● **EXERCISE**
In the listing below, count each line that contains "Burleson". The reply is that count and nothing else.

● **DATA**
::::::::::

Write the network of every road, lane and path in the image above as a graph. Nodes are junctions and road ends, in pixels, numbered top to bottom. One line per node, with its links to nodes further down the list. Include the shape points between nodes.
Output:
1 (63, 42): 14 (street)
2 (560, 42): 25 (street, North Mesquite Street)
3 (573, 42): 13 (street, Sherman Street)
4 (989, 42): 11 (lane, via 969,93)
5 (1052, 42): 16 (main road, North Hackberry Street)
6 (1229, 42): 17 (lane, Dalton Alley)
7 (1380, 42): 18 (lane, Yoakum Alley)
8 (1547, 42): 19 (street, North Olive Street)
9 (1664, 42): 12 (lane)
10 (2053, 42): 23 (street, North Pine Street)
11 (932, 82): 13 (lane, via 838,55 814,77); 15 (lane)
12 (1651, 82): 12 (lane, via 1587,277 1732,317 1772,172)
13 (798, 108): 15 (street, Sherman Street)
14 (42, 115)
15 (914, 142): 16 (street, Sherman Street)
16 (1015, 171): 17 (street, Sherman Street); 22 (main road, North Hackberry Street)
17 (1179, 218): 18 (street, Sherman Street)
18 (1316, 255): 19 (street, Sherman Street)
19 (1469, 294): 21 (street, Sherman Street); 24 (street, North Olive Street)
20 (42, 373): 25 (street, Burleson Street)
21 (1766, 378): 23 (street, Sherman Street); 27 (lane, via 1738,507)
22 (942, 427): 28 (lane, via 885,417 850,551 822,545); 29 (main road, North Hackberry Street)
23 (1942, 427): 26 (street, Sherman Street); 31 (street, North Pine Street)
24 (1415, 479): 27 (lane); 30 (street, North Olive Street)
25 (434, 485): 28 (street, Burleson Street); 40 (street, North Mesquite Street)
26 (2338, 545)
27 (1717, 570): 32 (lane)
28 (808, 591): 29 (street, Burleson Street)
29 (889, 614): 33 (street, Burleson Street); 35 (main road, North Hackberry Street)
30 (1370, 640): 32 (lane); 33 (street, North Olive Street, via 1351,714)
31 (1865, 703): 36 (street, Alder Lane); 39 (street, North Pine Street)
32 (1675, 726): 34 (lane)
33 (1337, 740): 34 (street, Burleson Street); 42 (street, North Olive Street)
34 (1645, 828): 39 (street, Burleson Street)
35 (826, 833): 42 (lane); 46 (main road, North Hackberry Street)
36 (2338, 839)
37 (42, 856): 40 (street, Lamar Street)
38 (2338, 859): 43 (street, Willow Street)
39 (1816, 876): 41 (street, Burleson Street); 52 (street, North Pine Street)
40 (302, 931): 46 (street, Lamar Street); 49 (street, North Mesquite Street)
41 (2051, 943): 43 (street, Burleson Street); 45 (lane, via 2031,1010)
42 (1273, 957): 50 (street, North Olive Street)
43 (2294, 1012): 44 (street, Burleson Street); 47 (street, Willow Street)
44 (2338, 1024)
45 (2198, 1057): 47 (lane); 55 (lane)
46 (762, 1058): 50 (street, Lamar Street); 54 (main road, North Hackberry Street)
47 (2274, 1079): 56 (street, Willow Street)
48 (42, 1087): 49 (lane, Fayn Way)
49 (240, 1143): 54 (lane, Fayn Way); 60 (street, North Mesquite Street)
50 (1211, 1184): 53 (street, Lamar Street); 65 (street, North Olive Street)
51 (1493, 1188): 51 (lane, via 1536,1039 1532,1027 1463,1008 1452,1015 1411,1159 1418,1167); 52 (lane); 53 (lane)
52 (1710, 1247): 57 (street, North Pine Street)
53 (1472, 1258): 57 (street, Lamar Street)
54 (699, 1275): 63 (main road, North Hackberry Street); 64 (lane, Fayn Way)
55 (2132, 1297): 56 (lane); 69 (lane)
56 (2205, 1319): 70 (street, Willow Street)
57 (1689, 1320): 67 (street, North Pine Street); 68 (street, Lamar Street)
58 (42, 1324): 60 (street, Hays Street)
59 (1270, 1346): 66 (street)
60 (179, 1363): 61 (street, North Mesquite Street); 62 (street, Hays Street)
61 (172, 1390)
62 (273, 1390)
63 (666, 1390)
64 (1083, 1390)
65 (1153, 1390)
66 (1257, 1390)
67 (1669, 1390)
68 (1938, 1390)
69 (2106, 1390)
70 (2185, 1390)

::::::::::

● **EXERCISE ANSWER**
9